The second thing you see is what she’s famous for – a authentic, unapologetic audacity, a dismissal of pretense and hypocrisy. When she emerged in the UK comedy scene in 2008, her statement was that she was very good-looking and made no attempt not to know it. “Aiming for stylish or beautiful was seen as catering to male approval,” she recalls of the that period, “which was the antithesis of what a funny person would do. It was a trend to be modest. If you performed in a glamorous outfit with your underwear and heels, like, ‘I think I’m fabulous,’ that would be seen as really alienating, but I did it because that’s what I enjoyed.”
Then there was her comedy, which she summarises simply: “Women, especially, required someone to appear and be like: ‘Hey, that’s OK. You can be a feminist and have a boob job and have been a bit of a promiscuous person for a while. You can be human as a parent, as a significant other and as a chooser of men.

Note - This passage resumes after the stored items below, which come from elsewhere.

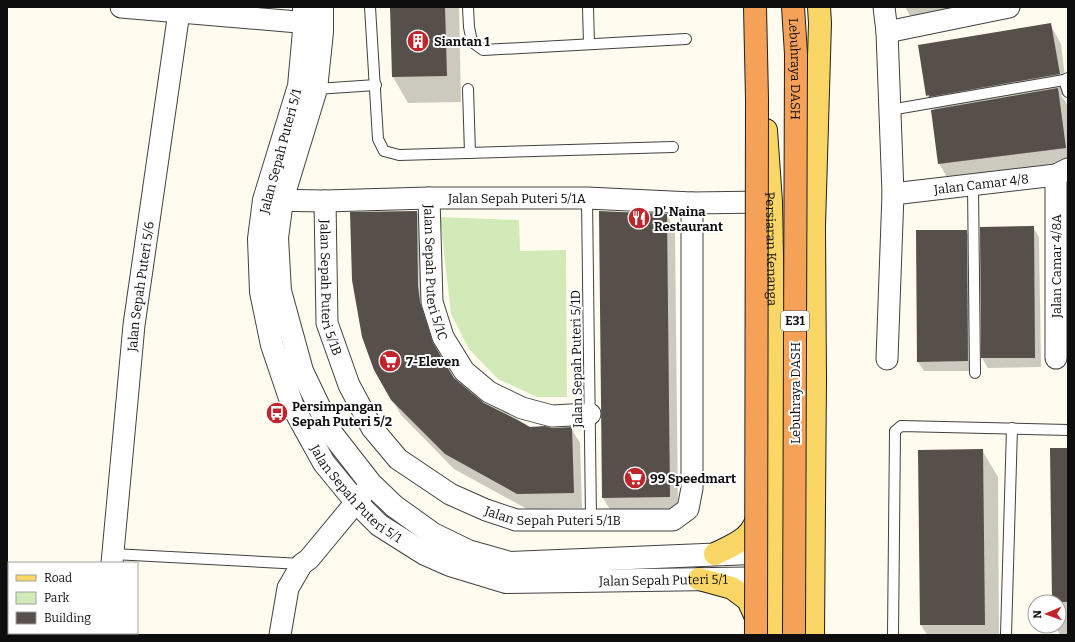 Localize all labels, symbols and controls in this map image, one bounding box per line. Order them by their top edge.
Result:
street label: Lebuhraya DASH [786,17,803,120]
building icon: Siantan 1 [405,28,431,54]
place label: Siantan 1 [434,34,490,49]
street label: Jalan Sepah Puteri 5/1 [256,86,305,216]
street label: Jalan Camar 4/8 [932,171,1030,197]
street label: Jalan Sepah Puteri 5/1A [447,191,587,206]
street label: Persiaran Kenanga [762,191,780,306]
street label: Jalan Sepah Puteri 5/1C [421,203,451,342]
place label: D' Naina Restaurant [654,204,723,234]
restaurant icon: D' Naina Restaurant [626,205,652,231]
street label: Jalan Camar 4/8A [1049,213,1064,319]
street label: Jalan Sepah Puteri 5/1B [317,218,345,357]
street label: Jalan Sepah Puteri 5/6 [124,220,157,353]
street label: Jalan Sepah Puteri 5/1D [568,290,585,429]
road number: E31 [781,311,809,331]
street label: Lebuhraya DASH [788,342,803,444]
supermarket icon: 7-Eleven [377,348,403,374]
place label: 7-Eleven [406,354,460,369]
place label: Persimpangan Sepah Puteri 5/2 [292,399,392,429]
bus stop icon: Persimpangan Sepah Puteri 5/2 [264,400,290,426]
street label: Jalan Sepah Puteri 5/1 [307,441,405,546]
supermarket icon: 99 Speedmart [622,465,648,491]
place label: 99 Speedmart [650,471,736,486]
street label: Jalan Sepah Puteri 5/1B [482,503,621,528]
legend [8,562,138,634]
text: Road [44,571,72,585]
street label: Jalan Sepah Puteri 5/1 [598,572,729,589]
text: Park [44,591,70,605]
north arrow [1027,594,1067,634]
text: N [1031,609,1044,619]
text: Building [44,611,91,625]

You can be someone who is wary of men, but is bold enough to criticize them; you don’t have to be deferential to them the all the time.’”
‘If you performed in your underwear and heels, that would be seen as really off-putting’

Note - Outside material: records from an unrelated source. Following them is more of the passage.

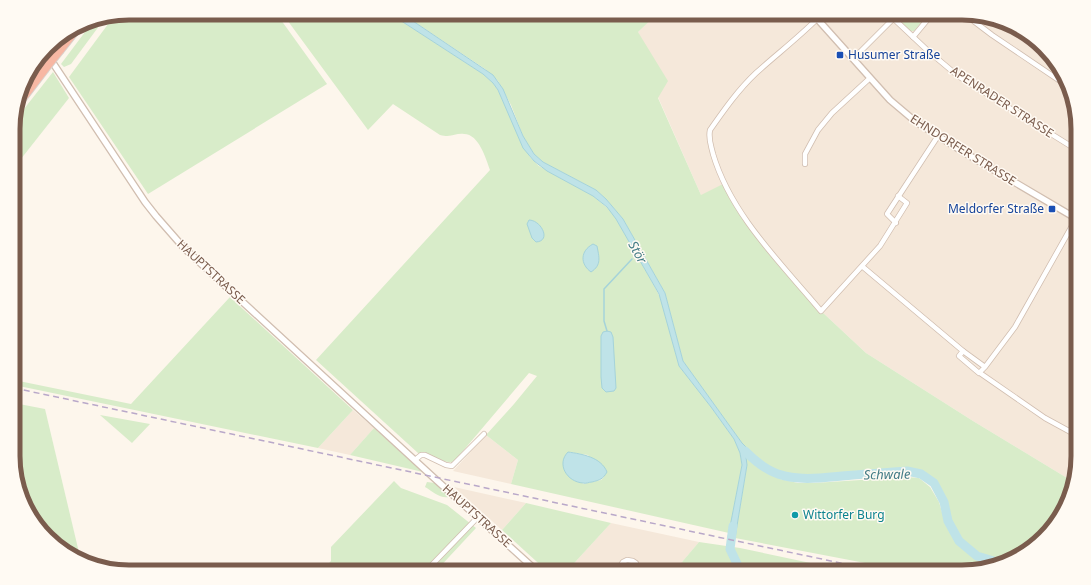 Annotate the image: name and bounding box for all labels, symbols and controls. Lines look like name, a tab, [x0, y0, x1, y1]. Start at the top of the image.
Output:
place label: Husumer Straße	[848, 46, 940, 63]
marker: Husumer Straße	[835, 50, 845, 60]
street label: APENRADER STRASSE	[947, 62, 1057, 141]
street label: EHNDORFER STRASSE	[907, 110, 1020, 189]
place label: Meldorfer Straße	[948, 200, 1044, 217]
marker: Meldorfer Straße	[1047, 204, 1057, 214]
street label: HAUPTSTRASSE	[174, 236, 249, 308]
water label: Stör	[624, 237, 652, 267]
water label: Schwale	[864, 465, 911, 483]
street label: HAUPTSTRASSE	[439, 480, 516, 551]
place label: Wittorfer Burg	[803, 506, 885, 523]
marker: Wittorfer Burg	[790, 510, 800, 520] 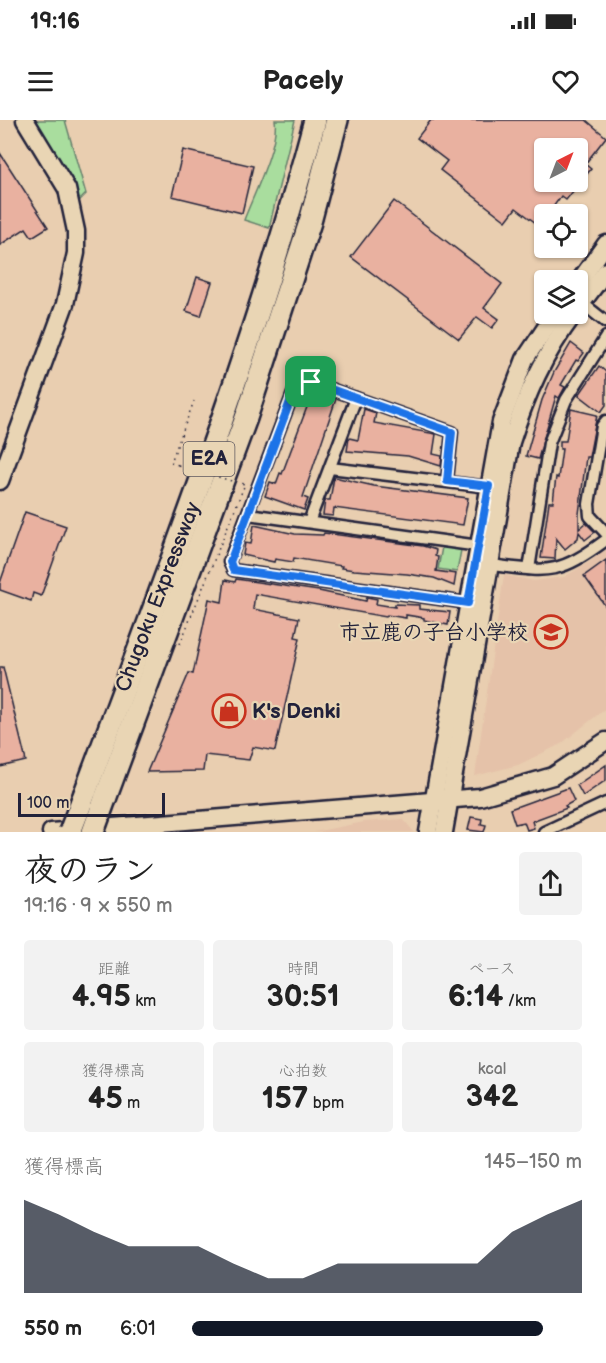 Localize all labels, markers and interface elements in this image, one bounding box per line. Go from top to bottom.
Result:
text: 19:16 [30,8,80,35]
icon: menu [24,65,57,98]
text: Pacely [263,65,343,97]
icon: heart [549,65,582,98]
north arrow [534,138,588,192]
map controls [534,138,588,324]
button: locate [534,204,588,258]
button: layers [534,270,588,324]
pin [285,356,336,407]
icon: arrive [294,365,327,398]
road number: E2A [184,442,234,476]
street label: Chugoku Expressway [110,498,206,695]
school or university icon: 市立鹿の子台小学校 [533,614,569,650]
place label: 市立鹿の子台小学校 [339,620,528,645]
shop icon: K's Denki [211,693,247,729]
place label: K's Denki [252,699,341,724]
scale bar [18,790,165,818]
text: 100 m [27,794,70,813]
text: 夜のラン [24,851,156,891]
button: share [519,852,582,915]
text: 19:16 · 9 × 550 m [24,894,173,918]
text: 距離 [98,960,130,979]
text: 時間 [287,960,319,979]
text: ペース [468,960,516,979]
text: 4.95 [72,979,131,1015]
text: 30:51 [266,979,340,1015]
text: 6:14 [448,979,504,1015]
text: km [131,992,156,1011]
text: /km [504,992,536,1011]
text: kcal [478,1060,506,1079]
text: 獲得標高 [82,1062,146,1081]
text: 心拍数 [279,1062,327,1081]
text: 342 [465,1079,519,1115]
text: 45 [88,1081,123,1117]
text: 157 [262,1081,308,1117]
text: m [123,1094,140,1113]
text: bpm [308,1094,344,1113]
text: 145–150 m [485,1150,582,1174]
text: 獲得標高 [24,1155,104,1179]
text: 550 m [24,1317,82,1341]
text: 6:01 [120,1317,156,1341]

The drumbeat to that is an emphasis on what’s real: if you have your child with you, you most likely have your breast pumps; if you have the jawline of a young person, you’ve most likely undergone procedures; if you want to lose weight, well, there are medications for that. “I’m not on any yet, but I’ll think about them when I’ve stopped feeding,” she says. It touches on the core of how female emancipation is viewed, which it strikes me hasn’t really changed in the past 50 years: freedom means appearing beautiful but not dwelling about it; being universally desired, but avoiding the attention of men; having an unshakeable sense of self which perish the thought you would ever modify; and coupled with all that, women, especially, are supposed to never think about money but nevertheless thrive under the demands of modern economic conditions. All of which is kept afloat by the majority of us pretending, most of the time.
“For a considerable period people said: ‘What? She just talks about things?’ But I’m not trying to be challenging all the time. My experiences, behaviors and missteps, they exist in this area between pride and shame. It occurred, I talk about it, and maybe reprieve comes out of the humor. I love telling people secrets; I want people to share with me their secrets. I want to know missteps people have made. I don’t know why I’m so keen for it, but I feel it like a connection.”
Ryan grew up in Sarnia, Ontario, a place that was not particularly affluent or metropolitan and had a active community theater theater scene. Her dad owned an industrial company, her mother was in IT, and they expected a lot of her because she was sparky, a high achiever. She longed to get out from the age of about seven. “It was the type of place where people are very content to live nearby to their parents and stay there for a lifetime and have their friends' children. When I return now, all these kids look really known to me, because I was raised with both their parents.” But isn't it true she partnered with her own first love? She returned to Sarnia, reconnected with her former partner, who she saw as a teenager, and now – six years later – they have three children together, plus Violet, now 16, who Ryan had brought up until then as a solo mom. “Right,” says Ryan. “Sometimes I think there’s another life where I didn't make that, and it’s still just Violet and me, stylish, urban, portable. But we can’t fully escape where we came from, it appears.”
‘We cannot completely leave behind where we originated’
She did escape for a bit, aged 18, and moved to Toronto, which she loved. These were the period working there, which has been another source of debate, not just that she worked – and enjoyed working – in a venue (except this is a misconception: “You would be let go for being nude; you’re not allowed to remove your top”), but also for a bit in one of her sets where she talked about giving a manager a sexual favor in return for being allowed to go home early. It breached so many boundaries – what even was that? Exploitation? Prostitution? Inappropriate conduct? Lack of solidarity (towards whoever it was who had to stay late so she could leave early)? Whatever it was, you certainly were not meant to joke about it.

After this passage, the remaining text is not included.